Il détaillait ensuite l'évolution de sa technique depuis le prao Cheers (1968)
jusqu'à son descendant Azulao (1978); ce dernier, plus large que Cheers de
1,50m, porte 15 m2 en plus et, si le franc-bord milieu n'a pas changé, celui
des étraves a été relevé de plus de 30 cm, supprimant la tendance à
l'enfournement. Azulao courra la Transat anglaise an 1980 dans la catégorie
Gipsy-Moth, alors qu'un plus petit frère (ROCHE> Lady-Godiva) courra dans la
catégorie Jester.
Tout naturellement, on en vint à parler de tenue à la mer; Yves Le Cornec et
Denis Gliksman (qui se retourna, avec son père, sur Timex) firent part de leur
expérience, pendant que Newick expliquait l'emploi de deux ancres flottantes
sur des petits bateaux par mauvaise mer.

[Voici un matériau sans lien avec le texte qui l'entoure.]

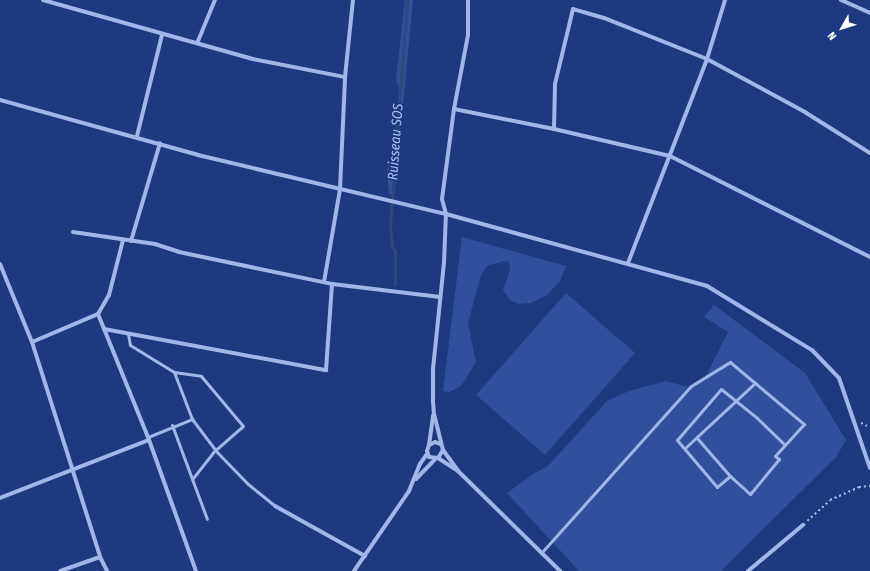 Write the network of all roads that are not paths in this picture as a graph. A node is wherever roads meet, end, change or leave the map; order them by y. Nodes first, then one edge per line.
1 (43, 0) edge
2 (215, 0) edge
3 (353, 0) edge
4 (468, 0) edge
5 (725, 0) edge
6 (841, 0) edge
7 (870, 13) edge
8 (162, 35) junction
9 (198, 41) junction
10 (707, 59) junction
11 (345, 77) junction
12 (0, 100) edge
13 (454, 109) junction
14 (554, 129) junction
15 (137, 136) junction
16 (160, 143) junction
17 (870, 154) edge
18 (670, 156) junction
19 (340, 189) junction
20 (446, 214) junction
21 (73, 232) dead end
22 (123, 240) junction
23 (131, 241) junction
24 (870, 256) edge
25 (628, 263) junction
26 (0, 264) edge
27 (1, 271) edge
28 (324, 282) junction
29 (332, 284) junction
30 (440, 297) junction
31 (98, 314) junction
32 (104, 330) junction
33 (128, 334) junction
34 (32, 342) junction
35 (174, 372) junction
36 (754, 383) junction
37 (737, 401) junction
38 (434, 415) junction
39 (192, 419) junction
40 (172, 426) junction
41 (696, 438) junction
42 (148, 439) junction
43 (440, 444) junction
44 (429, 445) junction
45 (785, 445) junction
46 (685, 448) junction
47 (215, 450) junction
48 (443, 450) junction
49 (427, 454) junction
50 (437, 458) junction
51 (72, 468) junction
52 (870, 468) edge
53 (458, 471) junction
54 (730, 476) junction
55 (192, 479) junction
56 (416, 479) junction
57 (0, 498) edge
58 (275, 506) joint
59 (207, 519) dead end
60 (803, 525) road end
61 (542, 552) junction
62 (365, 556) junction
63 (100, 557) junction
64 (60, 571) edge
65 (107, 571) edge
66 (196, 571) edge
67 (354, 571) edge
68 (560, 571) edge
69 (748, 571) edge

1 - 8 street
2 - 9 street
3 - 11 street
4 - 13 street
5 - 10 street
6 - 7 street
8 - 9 street
8 - 15 street
9 - 11 street
10 - 14 street
10 - 17 street
10 - 18 street
11 - 19 street
12 - 15 street
13 - 14 street
13 - 20 street
14 - 18 street
15 - 16 street
16 - 19 street
16 - 23 street
18 - 24 street
18 - 25 street
19 - 20 street
19 - 28 street
20 - 25 street
20 - 30 street
21 - 22 street
22 - 23 street
22 - 31 street
23 - 28 street
25 - 52 street
26 - 27 street
27 - 34 street
28 - 29 street
29 - 30 street
29 - 33 street
30 - 38 street
31 - 32 street
31 - 34 street
32 - 33 street
32 - 42 street
33 - 35 lane
34 - 51 street
35 - 39 lane
35 - 47 lane
36 - 37 lane
36 - 45 lane
36 - 61 lane
37 - 41 lane
37 - 45 lane
37 - 46 lane
38 - 43 street
38 - 44 street
39 - 40 lane
39 - 47 lane
40 - 42 lane
40 - 55 lane
41 - 46 lane
41 - 54 lane
42 - 51 street
42 - 66 street
43 - 44 street
43 - 48 street
44 - 49 street
45 - 54 lane
46 - 54 lane
47 - 55 lane
47 - 58 lane
48 - 50 street
48 - 53 street
49 - 50 street
49 - 56 street
50 - 53 street
50 - 56 street
51 - 57 street
51 - 63 street
53 - 61 street
55 - 59 lane
56 - 62 street
58 - 62 street
60 - 69 street
61 - 68 street
62 - 67 street
63 - 64 street
63 - 65 street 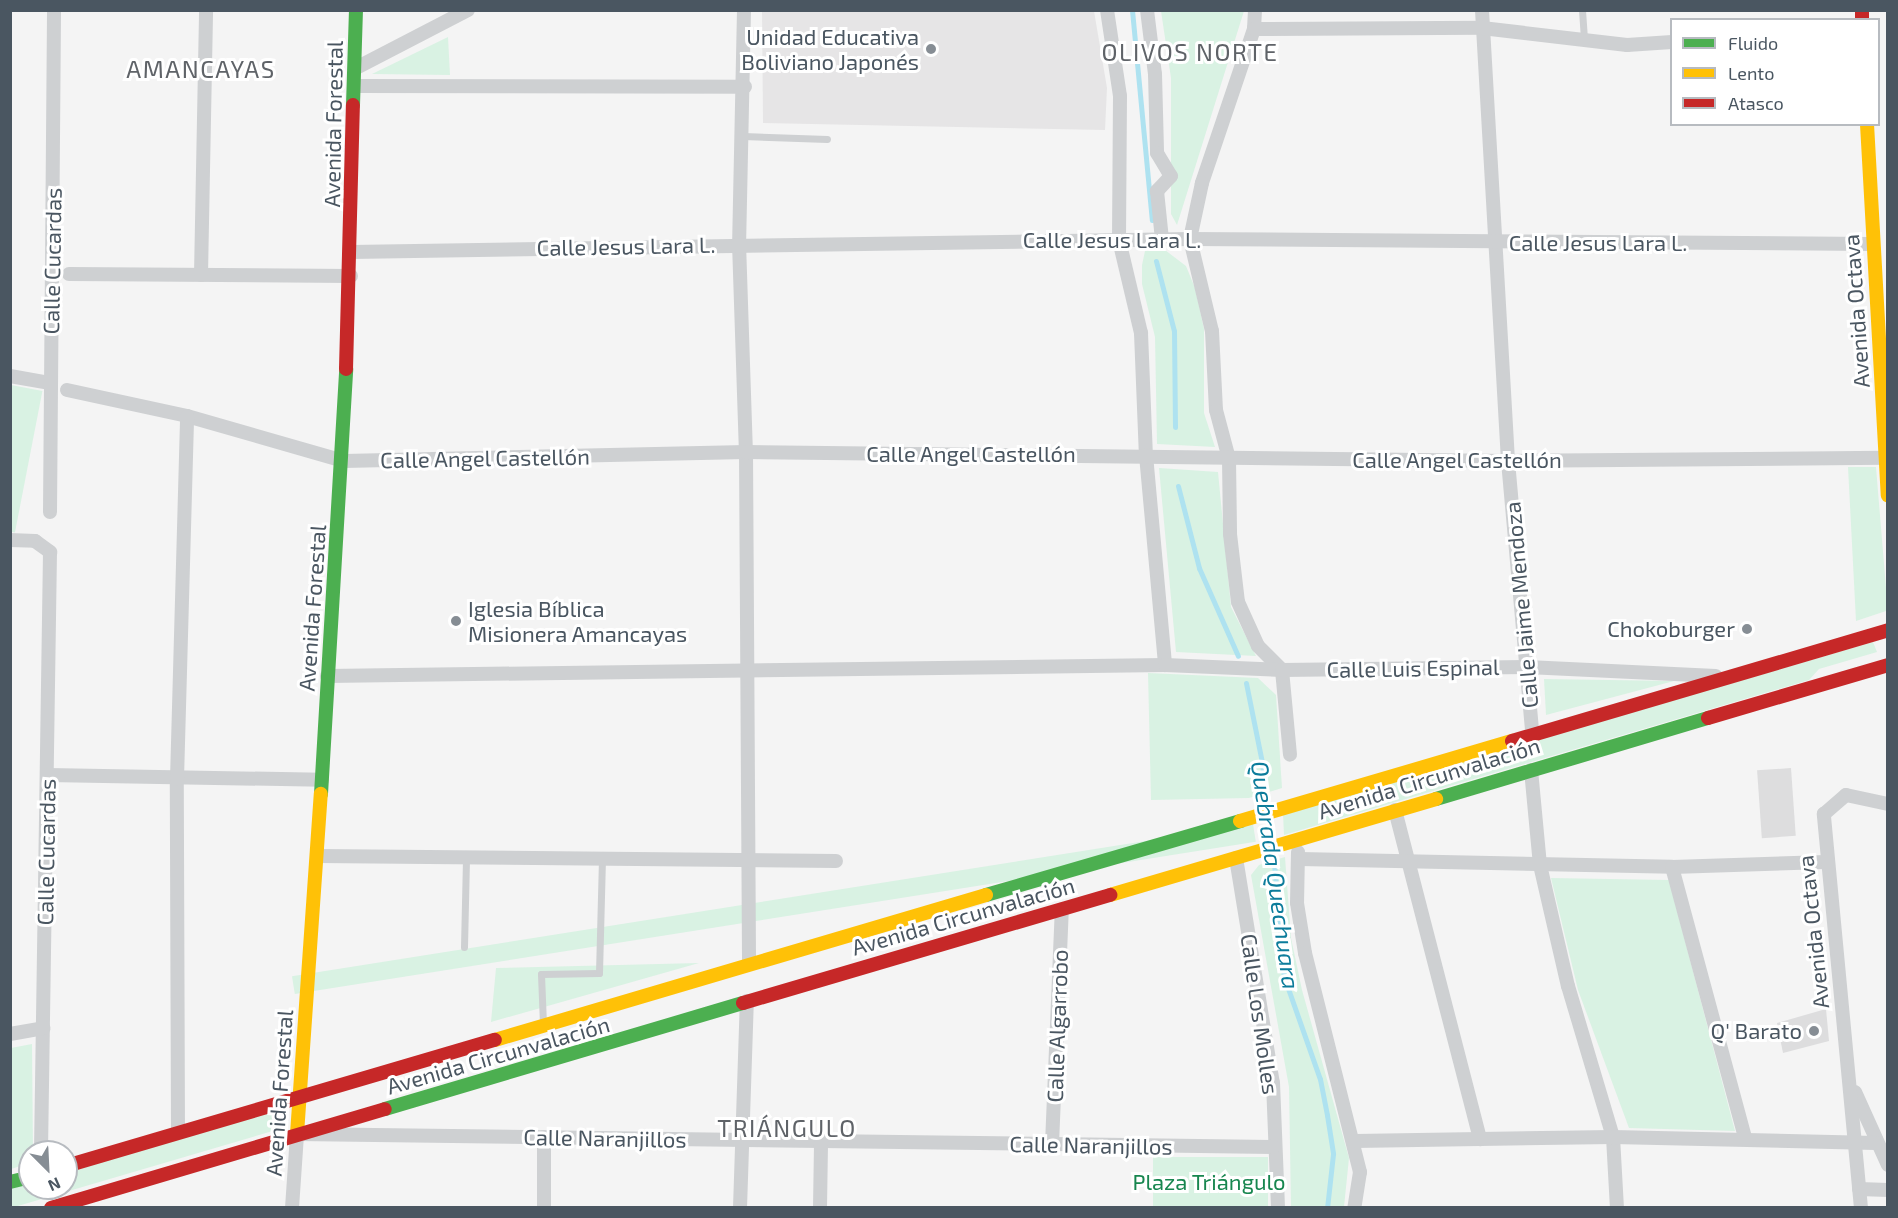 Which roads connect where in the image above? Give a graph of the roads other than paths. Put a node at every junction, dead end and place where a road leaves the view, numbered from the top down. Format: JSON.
{"nodes":[{"id":1,"x":54,"y":10,"type":"edge"},
{"id":2,"x":206,"y":10,"type":"edge"},
{"id":3,"x":356,"y":10,"type":"edge"},
{"id":4,"x":468,"y":10,"type":"edge"},
{"id":5,"x":744,"y":10,"type":"edge"},
{"id":6,"x":1107,"y":10,"type":"edge"},
{"id":7,"x":1147,"y":10,"type":"edge"},
{"id":8,"x":1255,"y":10,"type":"edge"},
{"id":9,"x":1482,"y":10,"type":"edge"},
{"id":10,"x":1582,"y":10,"type":"edge"},
{"id":11,"x":1482,"y":28,"type":"junction"},
{"id":12,"x":1254,"y":29,"type":"junction"},
{"id":13,"x":1584,"y":41,"type":"junction"},
{"id":14,"x":1670,"y":42,"type":"edge"},
{"id":15,"x":356,"y":68,"type":"junction"},
{"id":16,"x":356,"y":86,"type":"junction"},
{"id":17,"x":745,"y":87,"type":"junction"},
{"id":18,"x":1867,"y":126,"type":"edge"},
{"id":19,"x":743,"y":136,"type":"junction"},
{"id":20,"x":827,"y":139,"type":"dead end"},
{"id":21,"x":1162,"y":239,"type":"junction"},
{"id":22,"x":1190,"y":239,"type":"junction"},
{"id":23,"x":1119,"y":240,"type":"junction"},
{"id":24,"x":1496,"y":242,"type":"junction"},
{"id":25,"x":739,"y":243,"type":"junction"},
{"id":26,"x":1872,"y":244,"type":"junction"},
{"id":27,"x":351,"y":252,"type":"junction"},
{"id":28,"x":69,"y":274,"type":"dead end"},
{"id":29,"x":201,"y":275,"type":"junction"},
{"id":30,"x":351,"y":276,"type":"junction"},
{"id":31,"x":1885,"y":374,"type":"edge"},
{"id":32,"x":10,"y":376,"type":"edge"},
{"id":33,"x":50,"y":383,"type":"junction"},
{"id":34,"x":67,"y":390,"type":"dead end"},
{"id":35,"x":187,"y":416,"type":"junction"},
{"id":36,"x":746,"y":452,"type":"junction"},
{"id":37,"x":1146,"y":455,"type":"junction"},
{"id":38,"x":1885,"y":458,"type":"junction"},
{"id":39,"x":1229,"y":459,"type":"junction"},
{"id":40,"x":344,"y":461,"type":"junction"},
{"id":41,"x":1508,"y":461,"type":"junction"},
{"id":42,"x":1887,"y":495,"type":"edge"},
{"id":43,"x":50,"y":512,"type":"dead end"},
{"id":44,"x":10,"y":540,"type":"edge"},
{"id":45,"x":1887,"y":630,"type":"edge"},
{"id":46,"x":1165,"y":665,"type":"junction"},
{"id":47,"x":1887,"y":665,"type":"edge"},
{"id":48,"x":1527,"y":667,"type":"junction"},
{"id":49,"x":1282,"y":670,"type":"junction"},
{"id":50,"x":745,"y":671,"type":"junction"},
{"id":51,"x":327,"y":676,"type":"junction"},
{"id":52,"x":1725,"y":677,"type":"junction"},
{"id":53,"x":1532,"y":732,"type":"junction"},
{"id":54,"x":1290,"y":755,"type":"dead end"},
{"id":55,"x":1531,"y":770,"type":"junction"},
{"id":56,"x":48,"y":775,"type":"junction"},
{"id":57,"x":177,"y":779,"type":"junction"},
{"id":58,"x":322,"y":780,"type":"junction"},
{"id":59,"x":1887,"y":804,"type":"edge"},
{"id":60,"x":1395,"y":810,"type":"junction"},
{"id":61,"x":1290,"y":842,"type":"junction"},
{"id":62,"x":318,"y":856,"type":"junction"},
{"id":63,"x":1236,"y":858,"type":"junction"},
{"id":64,"x":1300,"y":859,"type":"junction"},
{"id":65,"x":466,"y":860,"type":"junction"},
{"id":66,"x":602,"y":860,"type":"junction"},
{"id":67,"x":747,"y":861,"type":"junction"},
{"id":68,"x":836,"y":861,"type":"dead end"},
{"id":69,"x":1826,"y":862,"type":"junction"},
{"id":70,"x":1406,"y":865,"type":"junction"},
{"id":71,"x":1540,"y":865,"type":"junction"},
{"id":72,"x":1672,"y":867,"type":"junction"},
{"id":73,"x":1062,"y":909,"type":"junction"},
{"id":74,"x":464,"y":946,"type":"dead end"},
{"id":75,"x":749,"y":963,"type":"junction"},
{"id":76,"x":747,"y":1001,"type":"junction"},
{"id":77,"x":543,"y":1026,"type":"junction"},
{"id":78,"x":43,"y":1028,"type":"junction"},
{"id":79,"x":10,"y":1034,"type":"edge"},
{"id":80,"x":1847,"y":1067,"type":"junction"},
{"id":81,"x":300,"y":1094,"type":"junction"},
{"id":82,"x":178,"y":1132,"type":"junction"},
{"id":83,"x":297,"y":1134,"type":"junction"},
{"id":84,"x":544,"y":1137,"type":"junction"},
{"id":85,"x":1613,"y":1137,"type":"junction"},
{"id":86,"x":1745,"y":1138,"type":"junction"},
{"id":87,"x":1480,"y":1139,"type":"junction"},
{"id":88,"x":41,"y":1140,"type":"edge"},
{"id":89,"x":741,"y":1140,"type":"junction"},
{"id":90,"x":821,"y":1141,"type":"junction"},
{"id":91,"x":1355,"y":1141,"type":"junction"},
{"id":92,"x":1855,"y":1142,"type":"junction"},
{"id":93,"x":1875,"y":1143,"type":"junction"},
{"id":94,"x":1052,"y":1144,"type":"junction"},
{"id":95,"x":1274,"y":1148,"type":"junction"},
{"id":96,"x":78,"y":1162,"type":"edge"},
{"id":97,"x":1887,"y":1165,"type":"edge"},
{"id":98,"x":1859,"y":1189,"type":"junction"},
{"id":99,"x":1887,"y":1190,"type":"edge"},
{"id":100,"x":51,"y":1208,"type":"edge"},
{"id":101,"x":292,"y":1208,"type":"edge"},
{"id":102,"x":544,"y":1208,"type":"edge"},
{"id":103,"x":740,"y":1208,"type":"edge"},
{"id":104,"x":820,"y":1208,"type":"edge"},
{"id":105,"x":1278,"y":1208,"type":"edge"},
{"id":106,"x":1354,"y":1208,"type":"edge"},
{"id":107,"x":1617,"y":1208,"type":"edge"},
{"id":108,"x":1861,"y":1208,"type":"edge"}],
"edges":[{"from":1,"to":33,"type":"street","name":"Calle Cucardas"},
{"from":2,"to":29,"type":"street"},
{"from":3,"to":15,"type":"main road","name":"Avenida Forestal"},
{"from":4,"to":15,"type":"street"},
{"from":5,"to":17,"type":"street"},
{"from":6,"to":23,"type":"street"},
{"from":7,"to":21,"type":"street"},
{"from":8,"to":12,"type":"street"},
{"from":9,"to":11,"type":"street","name":"Calle Jaime Mendoza"},
{"from":10,"to":13,"type":"lane"},
{"from":11,"to":12,"type":"street"},
{"from":11,"to":13,"type":"street"},
{"from":11,"to":24,"type":"street","name":"Calle Jaime Mendoza"},
{"from":12,"to":22,"type":"street"},
{"from":13,"to":14,"type":"street"},
{"from":15,"to":16,"type":"main road","name":"Avenida Forestal"},
{"from":16,"to":17,"type":"street"},
{"from":16,"to":27,"type":"main road","name":"Avenida Forestal"},
{"from":17,"to":19,"type":"street"},
{"from":18,"to":26,"type":"main road","name":"Avenida Octava"},
{"from":19,"to":20,"type":"lane"},
{"from":19,"to":25,"type":"street"},
{"from":21,"to":22,"type":"street","name":"Calle Jesus Lara L."},
{"from":21,"to":23,"type":"street","name":"Calle Jesus Lara L."},
{"from":22,"to":24,"type":"street","name":"Calle Jesus Lara L."},
{"from":22,"to":39,"type":"street"},
{"from":23,"to":25,"type":"street","name":"Calle Jesus Lara L."},
{"from":23,"to":37,"type":"street"},
{"from":24,"to":26,"type":"street","name":"Calle Jesus Lara L."},
{"from":24,"to":41,"type":"street","name":"Calle Jaime Mendoza"},
{"from":25,"to":27,"type":"street","name":"Calle Jesus Lara L."},
{"from":25,"to":36,"type":"street"},
{"from":26,"to":31,"type":"main road","name":"Avenida Octava"},
{"from":27,"to":30,"type":"main road","name":"Avenida Forestal"},
{"from":28,"to":29,"type":"street"},
{"from":29,"to":30,"type":"street"},
{"from":30,"to":40,"type":"main road","name":"Avenida Forestal"},
{"from":31,"to":38,"type":"main road","name":"Avenida Octava"},
{"from":32,"to":33,"type":"street"},
{"from":33,"to":43,"type":"street","name":"Calle Cucardas"},
{"from":34,"to":35,"type":"street","name":"Calle Angel Castellón"},
{"from":35,"to":40,"type":"street","name":"Calle Angel Castellón"},
{"from":35,"to":57,"type":"street"},
{"from":36,"to":37,"type":"street","name":"Calle Angel Castellón"},
{"from":36,"to":40,"type":"street","name":"Calle Angel Castellón"},
{"from":36,"to":50,"type":"street"},
{"from":37,"to":39,"type":"street","name":"Calle Angel Castellón"},
{"from":37,"to":46,"type":"street"},
{"from":38,"to":41,"type":"street","name":"Calle Angel Castellón"},
{"from":38,"to":42,"type":"main road","name":"Avenida Octava"},
{"from":39,"to":41,"type":"street","name":"Calle Angel Castellón"},
{"from":39,"to":49,"type":"street"},
{"from":40,"to":51,"type":"main road","name":"Avenida Forestal"},
{"from":41,"to":48,"type":"street","name":"Calle Jaime Mendoza"},
{"from":44,"to":56,"type":"street","name":"Calle Cucardas"},
{"from":45,"to":52,"type":"main road","name":"Avenida Circunvalación"},
{"from":46,"to":49,"type":"street","name":"Calle Luis Espinal"},
{"from":46,"to":50,"type":"street","name":"Calle Luis Espinal"},
{"from":47,"to":55,"type":"main road","name":"Avenida Circunvalación"},
{"from":48,"to":49,"type":"street","name":"Calle Luis Espinal"},
{"from":48,"to":52,"type":"street","name":"Calle Luis Espinal"},
{"from":48,"to":53,"type":"street","name":"Calle Jaime Mendoza"},
{"from":49,"to":54,"type":"street"},
{"from":50,"to":51,"type":"street","name":"Calle Luis Espinal"},
{"from":50,"to":67,"type":"street"},
{"from":51,"to":58,"type":"main road","name":"Avenida Forestal"},
{"from":52,"to":53,"type":"main road","name":"Avenida Circunvalación"},
{"from":53,"to":75,"type":"main road","name":"Avenida Circunvalación"},
{"from":55,"to":60,"type":"main road","name":"Avenida Circunvalación"},
{"from":55,"to":71,"type":"street"},
{"from":56,"to":57,"type":"street"},
{"from":56,"to":78,"type":"street","name":"Calle Cucardas"},
{"from":57,"to":58,"type":"street"},
{"from":57,"to":82,"type":"street"},
{"from":58,"to":62,"type":"main road","name":"Avenida Forestal"},
{"from":59,"to":69,"type":"street","name":"Avenida Octava"},
{"from":60,"to":61,"type":"main road","name":"Avenida Circunvalación"},
{"from":60,"to":70,"type":"street"},
{"from":61,"to":63,"type":"main road","name":"Avenida Circunvalación"},
{"from":61,"to":64,"type":"street"},
{"from":62,"to":65,"type":"street"},
{"from":62,"to":81,"type":"main road","name":"Avenida Forestal"},
{"from":63,"to":73,"type":"main road","name":"Avenida Circunvalación"},
{"from":63,"to":95,"type":"street","name":"Calle Los Molles"},
{"from":64,"to":70,"type":"street"},
{"from":64,"to":91,"type":"street"},
{"from":65,"to":66,"type":"street"},
{"from":65,"to":74,"type":"lane"},
{"from":66,"to":67,"type":"street"},
{"from":66,"to":77,"type":"lane"},
{"from":67,"to":68,"type":"street"},
{"from":67,"to":75,"type":"street"},
{"from":69,"to":72,"type":"street"},
{"from":69,"to":80,"type":"street","name":"Avenida Octava"},
{"from":70,"to":71,"type":"street"},
{"from":70,"to":87,"type":"street"},
{"from":71,"to":72,"type":"street"},
{"from":71,"to":85,"type":"street"},
{"from":72,"to":86,"type":"street"},
{"from":73,"to":76,"type":"main road","name":"Avenida Circunvalación"},
{"from":73,"to":94,"type":"street","name":"Calle Algarrobo"},
{"from":75,"to":77,"type":"main road","name":"Avenida Circunvalación"},
{"from":76,"to":83,"type":"main road","name":"Avenida Circunvalación"},
{"from":76,"to":89,"type":"street"},
{"from":77,"to":81,"type":"main road","name":"Avenida Circunvalación"},
{"from":78,"to":79,"type":"street"},
{"from":78,"to":88,"type":"street","name":"Calle Cucardas"},
{"from":80,"to":92,"type":"street","name":"Avenida Octava"},
{"from":80,"to":93,"type":"street"},
{"from":81,"to":82,"type":"main road","name":"Avenida Circunvalación"},
{"from":81,"to":83,"type":"main road","name":"Avenida Forestal"},
{"from":82,"to":96,"type":"main road","name":"Avenida Circunvalación"},
{"from":83,"to":84,"type":"street","name":"Calle Naranjillos"},
{"from":83,"to":100,"type":"main road","name":"Avenida Circunvalación"},
{"from":83,"to":101,"type":"street","name":"Avenida Forestal"},
{"from":84,"to":89,"type":"street","name":"Calle Naranjillos"},
{"from":84,"to":102,"type":"street"},
{"from":85,"to":86,"type":"street"},
{"from":85,"to":87,"type":"street"},
{"from":85,"to":107,"type":"street"},
{"from":86,"to":92,"type":"street"},
{"from":87,"to":91,"type":"street"},
{"from":89,"to":90,"type":"street","name":"Calle Naranjillos"},
{"from":89,"to":103,"type":"street"},
{"from":90,"to":94,"type":"street","name":"Calle Naranjillos"},
{"from":90,"to":104,"type":"street"},
{"from":91,"to":106,"type":"street"},
{"from":92,"to":93,"type":"street"},
{"from":92,"to":98,"type":"street","name":"Avenida Octava"},
{"from":93,"to":97,"type":"street"},
{"from":94,"to":95,"type":"street","name":"Calle Naranjillos"},
{"from":95,"to":105,"type":"street","name":"Calle Los Molles"},
{"from":98,"to":99,"type":"street"},
{"from":98,"to":108,"type":"street","name":"Avenida Octava"}]}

Tous tombaient d'accord sur l'absolue
nécessité de disposer de points d'ancrages particulièrement solides pour fixer
ces ancres flottantes ou des trainards (pour la fuite par conditions
extrêmes).
La conversation porta ensuite sur les trimarans de croisière, pour lesquels,
disait Newick, "la légèreté et les performances sont primordiales. Il n'y a
pas d'intérêt à s'ennuyer avec plusieurs coques si ce n'est pas pour aller
sensiblement plus vite que sur un monocoque."